The most important application involves financial markets. In the spirit of de Finetti and Savage, we can identify subjective probability with willingness to pay, and market price as a kind of consensus probability. Finance theory tends to identify price turbulence with failures of rationality, either momentary (from the orthodox perspective) or persistent (from the behaviorist perspective). Statistics theory also struggles with this, since from either a classical or textbook Bayesian perspective our estimators should converge on the probabilistic truth. But if we acknowledge that God not only plays dice with the universe, but also occasionally changes His dice without telling us, we can appreciate how differences between rational market players can wax and wane. Excess volatility, and the volatility of volatility, provide evidence that people learn.

My reply:

Osband writes that my Bayesian prior “ctually cedes alternative structural hypotheses, albeit with tiny epsilon weights. Otherwise you would never change your mind.” I may act as if I have these alternatives, but actually my Bayesian models don’t have these pre-specified alternatives. Rather, I recognize that my model might be wrong and I’m willing to check it.
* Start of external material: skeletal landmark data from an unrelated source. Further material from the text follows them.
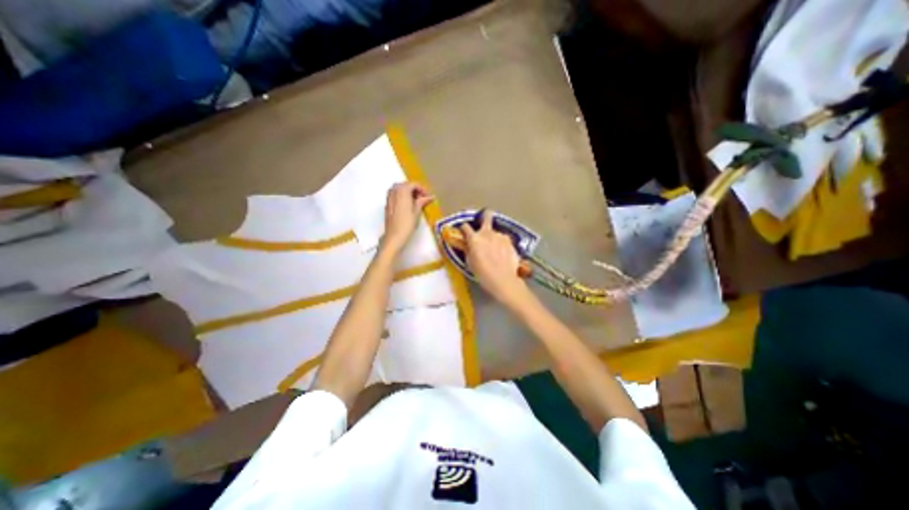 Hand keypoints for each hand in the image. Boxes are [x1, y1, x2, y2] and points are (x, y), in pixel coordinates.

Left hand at [380, 181, 434, 254]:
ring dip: (407, 191)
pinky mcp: (387, 205)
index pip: (413, 184)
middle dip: (414, 189)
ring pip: (398, 189)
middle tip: (423, 197)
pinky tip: (407, 204)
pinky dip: (401, 195)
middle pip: (405, 184)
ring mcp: (389, 198)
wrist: (394, 236)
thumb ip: (422, 202)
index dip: (422, 189)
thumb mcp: (416, 212)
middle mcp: (394, 192)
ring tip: (416, 200)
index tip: (428, 196)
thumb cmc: (407, 224)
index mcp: (402, 192)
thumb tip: (430, 197)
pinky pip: (394, 194)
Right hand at [463, 209, 534, 308]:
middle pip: (487, 216)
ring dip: (494, 237)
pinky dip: (502, 244)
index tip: (464, 231)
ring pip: (495, 232)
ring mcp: (500, 236)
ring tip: (495, 249)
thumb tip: (468, 244)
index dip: (463, 229)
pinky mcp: (510, 241)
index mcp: (474, 239)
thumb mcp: (470, 262)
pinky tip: (503, 254)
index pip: (465, 227)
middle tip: (486, 217)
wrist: (503, 279)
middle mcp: (487, 233)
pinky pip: (503, 240)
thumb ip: (469, 249)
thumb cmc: (482, 273)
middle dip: (486, 215)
Otherwise, I like the “rational turbulence” idea. It reminds me of the idea, discussed in my paper with Shalizi, of the fractal nature of scientific revolutions.

2 Comments

  1. Kent Osband says:

    Andrew, thanks for posting my comment. I misspoke in saying "actually" when what I meant was "de facto". Your de facto prior appears to be nested, with a top layer that cedes a small probability that your model proper is wrong.

  2. Andrew Gelman says:

    Kent:

    I never calculate, or try to calculate, that small probability of which you speak. For reasons discussed in my articles (follow link above), I don't have any trust in these posterior probabilities that a model is true. For continuous-parameter models, these probabilities depend on parameters in the prior distributions that have no impact on the posteriors for each of the individual models.

    Rather than framing the problem as Pr(model is true|data), instead I accept ahead of time that the model is false and I look at its fit to data.

    That said, I do recognize the incoherence in my approach, as discussed in that earlier blog and article.